Late last year, Jessica Johnson wrote a cover story for the Walrus on the bleak future of Canadian journalism. Her findings were mostly dispiriting. After interviewing many present and former media workers, Johnson found that no one has the fix. For the most part, in terms of readerships, job sustainability and news service in small and medium markets, Canadian journalism has essentially already collapsed.
People at all levels of Canadian media, from upstarts and Substackers to the outgoing editor of legacy products like the Toronto Star, told Johnson that they had little in the way of good news or solutions. “Senior media executives talked to me off the record or on background because they didn’t want their personal pessimism attached to their professional titles,” she wrote. “Everyone who had left the media altogether said they were so glad to be out of this terrible business.”
Giant conglomerates like Rogers, St. Joseph’s Media, Bell and Postmedia have bought up market share in order to make entire media properties—and their employees—redundant while C-suiters did nothing but wring their manicured hands for twenty-five years as Craigslist, Google and Facebook disrupted their business models. It is, to be frank, depressing. It is also one of the major reasons complaining about the state of book reviewing in this country feels like attending a funeral dressed as a clown.
Book reviews, it must be said, have very little utility. Listicles and elimination battles like the CBC’s Canada Reads can do a lot to make consumers—i.e., readers—aware of books that are available to purchase. In Canada, over ten thousand such purchasable titles are published per year.
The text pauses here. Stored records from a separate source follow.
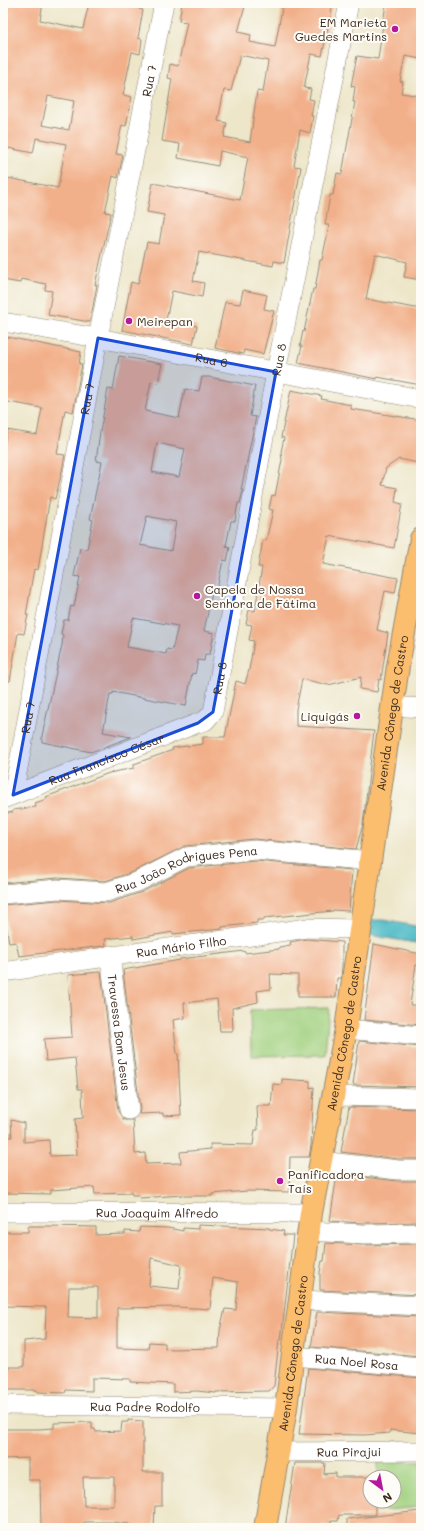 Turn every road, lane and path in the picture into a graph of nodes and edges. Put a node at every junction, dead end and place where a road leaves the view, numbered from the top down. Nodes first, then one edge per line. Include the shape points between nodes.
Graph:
1 (164, 3) edge
2 (348, 3) edge
3 (3, 322) edge
4 (98, 338) junction
5 (276, 372) junction
6 (421, 399) edge
7 (421, 539) edge
8 (392, 706) junction
9 (421, 708) edge
10 (210, 717) joint
11 (8, 797) edge
12 (371, 861) junction
13 (3, 894) edge
14 (360, 929) junction
15 (110, 955) junction
16 (3, 972) edge
17 (346, 1029) junction
18 (421, 1036) edge
19 (335, 1096) junction
20 (421, 1098) edge
21 (129, 1110) dead end
22 (320, 1161) junction
23 (421, 1170) edge
24 (3, 1212) edge
25 (310, 1222) junction
26 (421, 1233) edge
27 (300, 1300) junction
28 (421, 1306) edge
29 (293, 1356) junction
30 (421, 1367) edge
31 (3, 1405) edge
32 (286, 1408) junction
33 (421, 1451) edge
34 (278, 1452) junction
35 (265, 1528) edge

1 - 4 street, Rua 7
2 - 5 street, Rua 8
3 - 4 street, Rua 6
4 - 5 street, Rua 6
4 - 11 street, Rua 7
5 - 6 street, Rua 6
5 - 10 street, Rua 8 via 214,708
7 - 8 main road, Avenida Cônego de Castro
8 - 9 street
8 - 12 main road, Avenida Cônego de Castro
10 - 11 street, Rua Francisco César
12 - 13 street, Rua João Rodrigues Pena via 255,850 186,857 137,882 106,892 58,889
12 - 14 main road, Avenida Cônego de Castro
14 - 15 street, Rua Mário Filho via 307,928
14 - 17 main road, Avenida Cônego de Castro
15 - 16 street, Rua Mário Filho
15 - 21 street, Travessa Bom Jesus
17 - 18 street
17 - 19 main road, Avenida Cônego de Castro
19 - 20 street
19 - 22 main road, Avenida Cônego de Castro
22 - 23 street via 398,1170
22 - 25 main road, Avenida Cônego de Castro
24 - 25 street, Rua Joaquim Alfredo
25 - 26 street, Rua Joaquim Alfredo via 363,1234
25 - 27 main road, Avenida Cônego de Castro
27 - 28 street
27 - 29 main road, Avenida Cônego de Castro
29 - 30 street, Rua Noel Rosa
29 - 32 main road, Avenida Cônego de Castro
31 - 32 street, Rua Padre Rodolfo
32 - 34 main road, Avenida Cônego de Castro
33 - 34 street, Rua Pirajui
34 - 35 main road, Avenida Cônego de Castro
But for readers and writers alike, such bits of promotion don’t yield the same marvels as a healthy review culture, where it’s possible for a book to both make a splash and get dragged through the mud, to land among the public with a satisfying thud rather than airy, decentralized silence. (It’s worth noting that publishers, too, rely on review culture for the enrichment and development of literature in this country, with the juries of various funding bodies adjudicating the ability of any independent press to get its books, well, reviews.)
The pleasure of a brilliant book review doesn’t lie in its ability to promote or pan; a healthy culture of book criticism has a chiefly aerobic function, in that it strengthens the public body’s ability to circulate and evaluate ideas, to appreciate and understand the literary arts as one conduit of engagement with the vastness of the world. Without meaningful investment in Canadian media, the book review is wheezing along a shrinking track, where readers like me will still chase after them, until all that’s left is shameful, stinky smoke. ✲
Among other things, Emily M. Keeler has been an editor for Flying Books, Coach House Books and the National Post, where she assigned and edited hundreds of book reviews. She lives in Toronto, where she is currently at work on a novel about being perceived.